▶ _Material shown_
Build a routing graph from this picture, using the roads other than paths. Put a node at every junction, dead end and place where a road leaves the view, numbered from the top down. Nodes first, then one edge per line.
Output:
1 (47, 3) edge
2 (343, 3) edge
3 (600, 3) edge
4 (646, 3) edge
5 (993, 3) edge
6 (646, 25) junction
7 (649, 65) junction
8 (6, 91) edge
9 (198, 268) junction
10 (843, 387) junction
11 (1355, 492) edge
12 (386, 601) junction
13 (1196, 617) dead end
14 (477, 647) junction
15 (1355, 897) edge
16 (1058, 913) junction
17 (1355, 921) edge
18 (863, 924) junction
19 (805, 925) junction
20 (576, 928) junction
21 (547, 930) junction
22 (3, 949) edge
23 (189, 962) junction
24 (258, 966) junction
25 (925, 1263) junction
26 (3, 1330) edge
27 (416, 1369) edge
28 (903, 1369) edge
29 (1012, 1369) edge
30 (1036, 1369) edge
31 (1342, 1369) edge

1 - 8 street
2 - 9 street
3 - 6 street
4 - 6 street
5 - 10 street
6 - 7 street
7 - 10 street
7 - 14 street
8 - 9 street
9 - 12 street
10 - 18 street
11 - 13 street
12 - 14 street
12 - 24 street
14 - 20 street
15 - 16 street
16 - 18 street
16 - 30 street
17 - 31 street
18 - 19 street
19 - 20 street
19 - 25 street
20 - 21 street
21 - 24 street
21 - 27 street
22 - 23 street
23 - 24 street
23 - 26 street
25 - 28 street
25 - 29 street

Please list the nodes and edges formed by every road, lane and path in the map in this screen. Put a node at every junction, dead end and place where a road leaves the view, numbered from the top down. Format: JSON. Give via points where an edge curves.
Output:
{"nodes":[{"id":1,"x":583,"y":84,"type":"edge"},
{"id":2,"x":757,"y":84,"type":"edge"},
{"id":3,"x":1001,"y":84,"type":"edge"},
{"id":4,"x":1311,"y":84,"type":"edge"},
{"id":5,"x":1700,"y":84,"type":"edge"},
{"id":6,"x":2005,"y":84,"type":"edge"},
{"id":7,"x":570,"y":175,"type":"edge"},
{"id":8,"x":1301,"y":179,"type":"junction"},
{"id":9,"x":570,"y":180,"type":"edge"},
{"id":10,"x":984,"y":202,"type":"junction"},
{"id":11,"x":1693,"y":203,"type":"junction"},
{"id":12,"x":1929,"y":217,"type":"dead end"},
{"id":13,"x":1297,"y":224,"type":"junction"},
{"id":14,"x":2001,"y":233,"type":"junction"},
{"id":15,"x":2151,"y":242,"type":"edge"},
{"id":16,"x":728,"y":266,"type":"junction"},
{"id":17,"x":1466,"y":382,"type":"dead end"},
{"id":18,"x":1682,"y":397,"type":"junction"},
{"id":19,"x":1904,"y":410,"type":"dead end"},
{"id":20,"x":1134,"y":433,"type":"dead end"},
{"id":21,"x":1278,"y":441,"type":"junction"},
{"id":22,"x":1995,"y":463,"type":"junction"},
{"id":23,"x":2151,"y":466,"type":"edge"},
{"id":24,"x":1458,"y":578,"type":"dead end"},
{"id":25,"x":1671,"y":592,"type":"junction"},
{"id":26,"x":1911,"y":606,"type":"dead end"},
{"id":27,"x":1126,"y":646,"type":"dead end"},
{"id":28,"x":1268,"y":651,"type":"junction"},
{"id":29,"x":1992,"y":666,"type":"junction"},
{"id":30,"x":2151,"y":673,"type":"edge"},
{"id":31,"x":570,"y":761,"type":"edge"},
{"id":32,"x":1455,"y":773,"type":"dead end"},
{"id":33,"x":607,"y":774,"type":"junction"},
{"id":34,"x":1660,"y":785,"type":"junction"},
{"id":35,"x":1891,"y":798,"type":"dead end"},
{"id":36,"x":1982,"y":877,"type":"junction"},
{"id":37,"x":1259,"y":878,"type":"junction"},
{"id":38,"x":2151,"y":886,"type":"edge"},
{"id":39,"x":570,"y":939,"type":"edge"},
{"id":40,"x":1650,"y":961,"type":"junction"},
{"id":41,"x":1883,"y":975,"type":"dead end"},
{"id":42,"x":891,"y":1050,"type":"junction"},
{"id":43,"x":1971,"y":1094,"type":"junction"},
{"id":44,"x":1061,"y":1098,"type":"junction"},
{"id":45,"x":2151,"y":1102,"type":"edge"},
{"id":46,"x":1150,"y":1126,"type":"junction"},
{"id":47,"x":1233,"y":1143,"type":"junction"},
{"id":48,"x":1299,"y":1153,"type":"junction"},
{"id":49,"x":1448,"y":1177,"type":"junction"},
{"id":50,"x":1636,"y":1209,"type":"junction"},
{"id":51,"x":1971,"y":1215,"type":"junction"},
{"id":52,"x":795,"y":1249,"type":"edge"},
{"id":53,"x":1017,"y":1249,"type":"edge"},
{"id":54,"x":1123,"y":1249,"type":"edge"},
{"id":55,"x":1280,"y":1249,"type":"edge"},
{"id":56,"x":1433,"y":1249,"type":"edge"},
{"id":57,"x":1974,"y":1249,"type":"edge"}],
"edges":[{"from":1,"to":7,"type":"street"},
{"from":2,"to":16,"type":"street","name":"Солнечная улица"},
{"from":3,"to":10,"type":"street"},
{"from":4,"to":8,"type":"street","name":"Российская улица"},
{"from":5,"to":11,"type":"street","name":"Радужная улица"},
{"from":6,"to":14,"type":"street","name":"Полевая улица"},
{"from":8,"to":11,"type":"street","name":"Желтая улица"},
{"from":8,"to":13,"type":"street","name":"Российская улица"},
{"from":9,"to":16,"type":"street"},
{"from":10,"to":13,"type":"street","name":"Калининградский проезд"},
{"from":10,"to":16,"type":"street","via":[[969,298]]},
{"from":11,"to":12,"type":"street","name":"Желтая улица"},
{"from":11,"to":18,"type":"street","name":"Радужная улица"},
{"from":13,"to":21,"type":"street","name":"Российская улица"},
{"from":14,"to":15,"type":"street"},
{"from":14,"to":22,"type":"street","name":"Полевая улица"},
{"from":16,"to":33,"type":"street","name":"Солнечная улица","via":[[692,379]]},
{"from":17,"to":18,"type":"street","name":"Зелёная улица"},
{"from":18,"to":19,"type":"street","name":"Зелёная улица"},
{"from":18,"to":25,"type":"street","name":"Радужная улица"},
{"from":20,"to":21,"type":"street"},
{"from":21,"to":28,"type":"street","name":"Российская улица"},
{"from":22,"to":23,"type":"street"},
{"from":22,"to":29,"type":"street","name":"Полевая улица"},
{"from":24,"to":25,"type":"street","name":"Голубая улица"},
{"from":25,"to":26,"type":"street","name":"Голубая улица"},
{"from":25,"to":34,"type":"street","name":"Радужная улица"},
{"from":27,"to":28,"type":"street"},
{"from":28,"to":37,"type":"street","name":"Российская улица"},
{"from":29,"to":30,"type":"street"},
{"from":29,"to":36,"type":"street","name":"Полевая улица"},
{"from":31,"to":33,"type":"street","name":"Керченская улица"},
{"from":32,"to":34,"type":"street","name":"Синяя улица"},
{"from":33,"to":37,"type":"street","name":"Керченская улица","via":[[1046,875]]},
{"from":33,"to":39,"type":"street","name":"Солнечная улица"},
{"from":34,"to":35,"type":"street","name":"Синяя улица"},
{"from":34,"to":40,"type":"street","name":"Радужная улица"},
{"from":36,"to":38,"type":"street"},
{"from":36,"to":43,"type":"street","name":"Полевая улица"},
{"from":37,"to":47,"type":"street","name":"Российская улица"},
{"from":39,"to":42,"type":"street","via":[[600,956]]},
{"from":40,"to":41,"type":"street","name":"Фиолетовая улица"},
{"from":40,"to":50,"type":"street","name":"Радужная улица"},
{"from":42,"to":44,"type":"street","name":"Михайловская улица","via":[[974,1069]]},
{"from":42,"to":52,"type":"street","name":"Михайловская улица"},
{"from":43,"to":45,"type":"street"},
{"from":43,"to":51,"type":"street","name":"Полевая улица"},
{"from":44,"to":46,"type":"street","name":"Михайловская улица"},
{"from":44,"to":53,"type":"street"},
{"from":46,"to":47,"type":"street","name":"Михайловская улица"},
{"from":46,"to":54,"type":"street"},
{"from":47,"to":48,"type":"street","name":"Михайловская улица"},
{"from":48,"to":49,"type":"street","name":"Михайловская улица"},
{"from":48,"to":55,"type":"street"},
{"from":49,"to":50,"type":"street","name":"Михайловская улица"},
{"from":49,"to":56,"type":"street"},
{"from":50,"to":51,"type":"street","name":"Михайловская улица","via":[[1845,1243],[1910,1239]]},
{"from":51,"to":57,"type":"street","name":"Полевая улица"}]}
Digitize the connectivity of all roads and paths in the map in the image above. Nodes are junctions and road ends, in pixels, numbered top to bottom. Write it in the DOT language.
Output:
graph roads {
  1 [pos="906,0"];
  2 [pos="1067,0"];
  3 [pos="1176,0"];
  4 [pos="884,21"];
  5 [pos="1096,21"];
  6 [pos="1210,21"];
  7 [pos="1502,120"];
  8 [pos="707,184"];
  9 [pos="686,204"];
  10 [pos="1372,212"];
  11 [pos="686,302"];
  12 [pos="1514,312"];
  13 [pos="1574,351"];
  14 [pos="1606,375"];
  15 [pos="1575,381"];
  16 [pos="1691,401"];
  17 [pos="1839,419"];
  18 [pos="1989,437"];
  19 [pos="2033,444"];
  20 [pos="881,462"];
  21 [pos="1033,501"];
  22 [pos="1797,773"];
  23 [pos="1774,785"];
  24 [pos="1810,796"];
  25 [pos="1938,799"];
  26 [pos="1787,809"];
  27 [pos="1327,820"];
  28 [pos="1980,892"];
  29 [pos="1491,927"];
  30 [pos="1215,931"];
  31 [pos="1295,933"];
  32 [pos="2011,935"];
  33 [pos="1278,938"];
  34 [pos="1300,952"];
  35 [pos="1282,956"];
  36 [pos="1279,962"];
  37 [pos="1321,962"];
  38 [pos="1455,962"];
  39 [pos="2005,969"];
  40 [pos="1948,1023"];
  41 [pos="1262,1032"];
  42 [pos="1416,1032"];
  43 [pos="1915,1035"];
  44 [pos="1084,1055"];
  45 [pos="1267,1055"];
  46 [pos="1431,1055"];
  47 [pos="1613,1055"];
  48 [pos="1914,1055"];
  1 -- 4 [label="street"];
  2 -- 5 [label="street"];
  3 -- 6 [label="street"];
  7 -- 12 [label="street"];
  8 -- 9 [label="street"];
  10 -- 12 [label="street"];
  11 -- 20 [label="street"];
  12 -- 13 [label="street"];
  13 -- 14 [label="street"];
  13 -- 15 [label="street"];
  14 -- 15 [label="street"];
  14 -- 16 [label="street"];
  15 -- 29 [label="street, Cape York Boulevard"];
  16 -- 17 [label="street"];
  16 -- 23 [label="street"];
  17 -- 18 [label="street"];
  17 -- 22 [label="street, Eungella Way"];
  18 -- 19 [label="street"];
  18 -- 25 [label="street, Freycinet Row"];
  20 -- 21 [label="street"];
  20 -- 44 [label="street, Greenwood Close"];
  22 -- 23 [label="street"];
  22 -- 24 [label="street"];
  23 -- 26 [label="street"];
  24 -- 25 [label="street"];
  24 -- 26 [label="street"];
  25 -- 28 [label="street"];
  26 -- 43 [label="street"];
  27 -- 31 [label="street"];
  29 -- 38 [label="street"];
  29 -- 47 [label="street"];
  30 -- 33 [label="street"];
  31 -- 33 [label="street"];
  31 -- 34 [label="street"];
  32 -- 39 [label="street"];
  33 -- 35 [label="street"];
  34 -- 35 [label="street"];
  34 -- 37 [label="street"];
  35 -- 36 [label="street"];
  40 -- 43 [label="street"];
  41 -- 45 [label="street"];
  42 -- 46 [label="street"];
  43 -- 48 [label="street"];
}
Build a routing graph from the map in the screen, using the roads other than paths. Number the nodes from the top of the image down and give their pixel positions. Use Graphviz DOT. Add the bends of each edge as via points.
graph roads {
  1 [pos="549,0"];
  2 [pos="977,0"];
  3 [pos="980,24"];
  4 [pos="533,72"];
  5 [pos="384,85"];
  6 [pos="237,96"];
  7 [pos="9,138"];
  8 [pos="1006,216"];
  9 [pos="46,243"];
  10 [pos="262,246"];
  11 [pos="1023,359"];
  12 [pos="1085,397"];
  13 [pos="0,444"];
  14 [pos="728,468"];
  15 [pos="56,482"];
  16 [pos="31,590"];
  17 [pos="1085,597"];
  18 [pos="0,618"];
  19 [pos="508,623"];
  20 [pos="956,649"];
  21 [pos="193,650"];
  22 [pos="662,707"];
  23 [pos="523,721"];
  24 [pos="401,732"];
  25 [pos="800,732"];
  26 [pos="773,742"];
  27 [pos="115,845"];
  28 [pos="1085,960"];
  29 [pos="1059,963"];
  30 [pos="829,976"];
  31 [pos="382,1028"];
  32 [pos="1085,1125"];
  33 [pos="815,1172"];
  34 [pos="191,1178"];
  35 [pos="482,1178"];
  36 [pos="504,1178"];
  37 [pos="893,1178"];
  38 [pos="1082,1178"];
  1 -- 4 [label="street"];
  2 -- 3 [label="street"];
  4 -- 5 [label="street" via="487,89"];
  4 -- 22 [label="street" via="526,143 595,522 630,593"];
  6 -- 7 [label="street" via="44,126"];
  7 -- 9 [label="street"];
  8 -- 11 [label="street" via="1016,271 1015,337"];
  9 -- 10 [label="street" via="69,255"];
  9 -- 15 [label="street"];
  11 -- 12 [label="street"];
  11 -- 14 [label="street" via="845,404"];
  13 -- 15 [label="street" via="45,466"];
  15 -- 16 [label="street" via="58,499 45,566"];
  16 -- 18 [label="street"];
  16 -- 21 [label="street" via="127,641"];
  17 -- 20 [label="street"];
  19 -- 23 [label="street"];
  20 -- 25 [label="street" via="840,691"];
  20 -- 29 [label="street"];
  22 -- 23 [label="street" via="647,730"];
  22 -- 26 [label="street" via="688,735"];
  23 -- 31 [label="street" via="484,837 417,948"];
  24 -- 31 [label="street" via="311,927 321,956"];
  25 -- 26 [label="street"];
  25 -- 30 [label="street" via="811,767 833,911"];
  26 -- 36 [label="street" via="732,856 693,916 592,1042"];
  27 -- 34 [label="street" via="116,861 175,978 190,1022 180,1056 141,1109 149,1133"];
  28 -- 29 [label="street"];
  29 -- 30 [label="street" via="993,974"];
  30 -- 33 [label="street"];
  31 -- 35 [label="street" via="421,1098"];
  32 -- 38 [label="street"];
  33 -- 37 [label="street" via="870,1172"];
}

▶ _Work order_
Exactly as written, reproduce the lines of the data above from the first line through the line where "Please list the" appears.

▶ _Task response_
Build a routing graph from this picture, using the roads other than paths. Put a node at every junction, dead end and place where a road leaves the view, numbered from the top down. Nodes first, then one edge per line.
Output:
1 (47, 3) edge
2 (343, 3) edge
3 (600, 3) edge
4 (646, 3) edge
5 (993, 3) edge
6 (646, 25) junction
7 (649, 65) junction
8 (6, 91) edge
9 (198, 268) junction
10 (843, 387) junction
11 (1355, 492) edge
12 (386, 601) junction
13 (1196, 617) dead end
14 (477, 647) junction
15 (1355, 897) edge
16 (1058, 913) junction
17 (1355, 921) edge
18 (863, 924) junction
19 (805, 925) junction
20 (576, 928) junction
21 (547, 930) junction
22 (3, 949) edge
23 (189, 962) junction
24 (258, 966) junction
25 (925, 1263) junction
26 (3, 1330) edge
27 (416, 1369) edge
28 (903, 1369) edge
29 (1012, 1369) edge
30 (1036, 1369) edge
31 (1342, 1369) edge

1 - 8 street
2 - 9 street
3 - 6 street
4 - 6 street
5 - 10 street
6 - 7 street
7 - 10 street
7 - 14 street
8 - 9 street
9 - 12 street
10 - 18 street
11 - 13 street
12 - 14 street
12 - 24 street
14 - 20 street
15 - 16 street
16 - 18 street
16 - 30 street
17 - 31 street
18 - 19 street
19 - 20 street
19 - 25 street
20 - 21 street
21 - 24 street
21 - 27 street
22 - 23 street
23 - 24 street
23 - 26 street
25 - 28 street
25 - 29 street

Please list the nodes and edges formed by every road, lane and path in the map in this screen. Put a node at every junction, dead end and place where a road leaves the view, numbered from the top down. Format: JSON. Give via points where an edge curves.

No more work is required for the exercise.